Mr Justice Mould ultimately concluded that the claim was not a case "in which it is just and convenient for this court to grant an injunction".
He said: "I give due respect to the Claimant's judgment that the current use of the Bell as contingency accommodation for asylum seekers constitutes a material change in the use of those premises which requires planning permission.
"Nevertheless, I have not been persuaded that an injunction is a commensurate response to that postulated breach of planning control."
He said the breach was "far from being flagrant", adding that the planning and environmental harm caused by the hotel's current use was "limited".
The need for hotels as an important element of supply and contingency for the Home Office's asylum accommodation programme was meanwhile a "significant counterbalancing factor", the judgment said.
Mould J's conclusion was limited to the determination of the council's application for an injunction pursuant to section 187N of the Town and Country Planning Act 1990.

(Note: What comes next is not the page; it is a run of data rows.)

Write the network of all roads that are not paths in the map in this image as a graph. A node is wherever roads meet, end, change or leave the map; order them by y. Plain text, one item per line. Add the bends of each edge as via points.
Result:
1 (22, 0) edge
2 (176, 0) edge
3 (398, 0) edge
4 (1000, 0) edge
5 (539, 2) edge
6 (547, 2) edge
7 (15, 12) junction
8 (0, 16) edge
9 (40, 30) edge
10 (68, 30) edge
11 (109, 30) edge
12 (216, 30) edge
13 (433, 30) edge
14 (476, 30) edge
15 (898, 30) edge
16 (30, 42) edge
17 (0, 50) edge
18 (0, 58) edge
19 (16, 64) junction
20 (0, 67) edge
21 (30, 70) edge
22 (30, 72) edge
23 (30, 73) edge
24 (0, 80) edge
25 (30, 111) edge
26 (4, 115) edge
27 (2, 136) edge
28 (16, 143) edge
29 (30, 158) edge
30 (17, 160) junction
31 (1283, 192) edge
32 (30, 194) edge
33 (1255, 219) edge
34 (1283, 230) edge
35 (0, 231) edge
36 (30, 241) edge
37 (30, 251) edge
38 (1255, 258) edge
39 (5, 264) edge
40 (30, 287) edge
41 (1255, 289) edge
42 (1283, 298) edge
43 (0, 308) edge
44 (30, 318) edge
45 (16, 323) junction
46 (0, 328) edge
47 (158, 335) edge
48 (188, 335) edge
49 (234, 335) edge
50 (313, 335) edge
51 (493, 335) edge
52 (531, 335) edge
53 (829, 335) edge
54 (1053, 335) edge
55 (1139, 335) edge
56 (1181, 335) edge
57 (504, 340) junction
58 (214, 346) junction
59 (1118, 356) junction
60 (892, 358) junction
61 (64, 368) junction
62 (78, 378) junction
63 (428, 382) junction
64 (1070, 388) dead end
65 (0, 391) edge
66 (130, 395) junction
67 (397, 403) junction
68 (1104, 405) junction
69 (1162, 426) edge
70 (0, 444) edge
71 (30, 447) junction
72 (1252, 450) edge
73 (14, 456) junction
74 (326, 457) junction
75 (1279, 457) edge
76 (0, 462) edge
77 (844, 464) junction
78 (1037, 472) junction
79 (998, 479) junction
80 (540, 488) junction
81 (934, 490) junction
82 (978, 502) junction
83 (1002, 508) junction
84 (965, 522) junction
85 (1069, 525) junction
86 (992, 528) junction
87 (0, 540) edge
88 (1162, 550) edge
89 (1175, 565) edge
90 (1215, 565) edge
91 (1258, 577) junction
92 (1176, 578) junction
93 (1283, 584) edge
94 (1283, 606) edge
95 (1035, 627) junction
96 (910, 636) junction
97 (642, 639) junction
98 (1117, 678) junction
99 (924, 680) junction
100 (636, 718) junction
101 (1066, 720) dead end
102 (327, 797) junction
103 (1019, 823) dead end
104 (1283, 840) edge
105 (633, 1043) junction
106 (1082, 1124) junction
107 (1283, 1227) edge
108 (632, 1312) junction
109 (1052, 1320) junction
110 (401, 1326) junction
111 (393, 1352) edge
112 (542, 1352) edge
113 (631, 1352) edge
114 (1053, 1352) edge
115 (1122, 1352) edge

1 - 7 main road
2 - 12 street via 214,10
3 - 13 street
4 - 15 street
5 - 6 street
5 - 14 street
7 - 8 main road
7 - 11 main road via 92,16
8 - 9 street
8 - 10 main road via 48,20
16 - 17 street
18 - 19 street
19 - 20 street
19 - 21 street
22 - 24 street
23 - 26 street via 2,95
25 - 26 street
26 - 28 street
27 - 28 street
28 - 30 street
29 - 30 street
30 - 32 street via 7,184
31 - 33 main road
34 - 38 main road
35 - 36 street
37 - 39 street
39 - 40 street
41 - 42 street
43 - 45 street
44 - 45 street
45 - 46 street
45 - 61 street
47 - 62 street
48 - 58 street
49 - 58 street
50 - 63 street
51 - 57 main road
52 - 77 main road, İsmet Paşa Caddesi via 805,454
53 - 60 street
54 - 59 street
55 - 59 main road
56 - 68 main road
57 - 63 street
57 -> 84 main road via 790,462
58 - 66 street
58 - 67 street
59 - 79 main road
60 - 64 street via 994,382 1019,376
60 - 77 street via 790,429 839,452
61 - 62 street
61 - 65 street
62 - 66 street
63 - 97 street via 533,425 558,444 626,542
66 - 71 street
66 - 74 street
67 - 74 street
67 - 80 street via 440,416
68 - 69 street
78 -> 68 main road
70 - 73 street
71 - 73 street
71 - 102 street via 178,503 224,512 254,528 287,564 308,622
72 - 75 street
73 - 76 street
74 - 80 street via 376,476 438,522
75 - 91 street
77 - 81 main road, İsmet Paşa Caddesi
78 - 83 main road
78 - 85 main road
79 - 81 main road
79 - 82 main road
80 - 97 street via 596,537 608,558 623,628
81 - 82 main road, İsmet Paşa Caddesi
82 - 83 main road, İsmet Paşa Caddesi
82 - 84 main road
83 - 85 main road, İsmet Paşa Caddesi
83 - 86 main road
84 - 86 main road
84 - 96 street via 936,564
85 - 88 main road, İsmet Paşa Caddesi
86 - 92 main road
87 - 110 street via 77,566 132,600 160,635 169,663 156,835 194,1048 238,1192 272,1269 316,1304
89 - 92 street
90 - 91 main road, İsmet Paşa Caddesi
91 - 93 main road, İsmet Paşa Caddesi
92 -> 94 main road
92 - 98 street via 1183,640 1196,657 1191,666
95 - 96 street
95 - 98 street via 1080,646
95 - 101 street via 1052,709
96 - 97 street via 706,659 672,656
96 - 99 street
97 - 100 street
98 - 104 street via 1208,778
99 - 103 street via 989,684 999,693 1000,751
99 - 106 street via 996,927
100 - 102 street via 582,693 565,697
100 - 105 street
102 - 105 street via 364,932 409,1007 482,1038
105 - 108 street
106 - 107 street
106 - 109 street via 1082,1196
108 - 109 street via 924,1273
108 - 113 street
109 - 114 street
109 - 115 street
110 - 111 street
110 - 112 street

He said that it remained open to the claimant to consider the expediency of taking enforcement action by issuing and enforcement notice.
"It is also open to the defendant [Somani Hotels] to reconsider whether it would be appropriate to apply for retrospective planning permission or to apply to the council for a certification of lawfulness of the existing use of the Bell pursuant to section 191 of the 1990 Act.
"Each of those possible courses of action would enable the planning issues raised by this case to be evaluated by the local planning authority, through the transparent and consultative decision-making processes with public participation which apply under the 1990 Act and its attendant regulations.”
A private meeting of full council on 25 November saw Epping Forest decide to appeal Mould J’s decision.
The council's leader, Chris Whitbread, told the BBC that a "strong majority" of councillors voted to continue proceedings.
In its appeal the district council is seeking to restrain the continued use of the Bell Hotel for accommodating asylum seekers and to obtain declaratory relief that such use is not “use as a hotel”.
Epping Forest had secured an interim injunction in August 2025 from Mr Justice Eyre amid protests in Epping over the hotel’s use.
Later that month the Court of Appeal allowed appeals by Somani Hotel against the interim injunction and by the Home Secretary against an order refusing to join her as a party to these proceedings.
The Supreme Court then refused Epping Forest’s application for permission to appeal the decision to allow the Home Office to join as an intervener in the main claim. A three-justice panel decided that the council's application did not raise “an arguable point of law of general importance".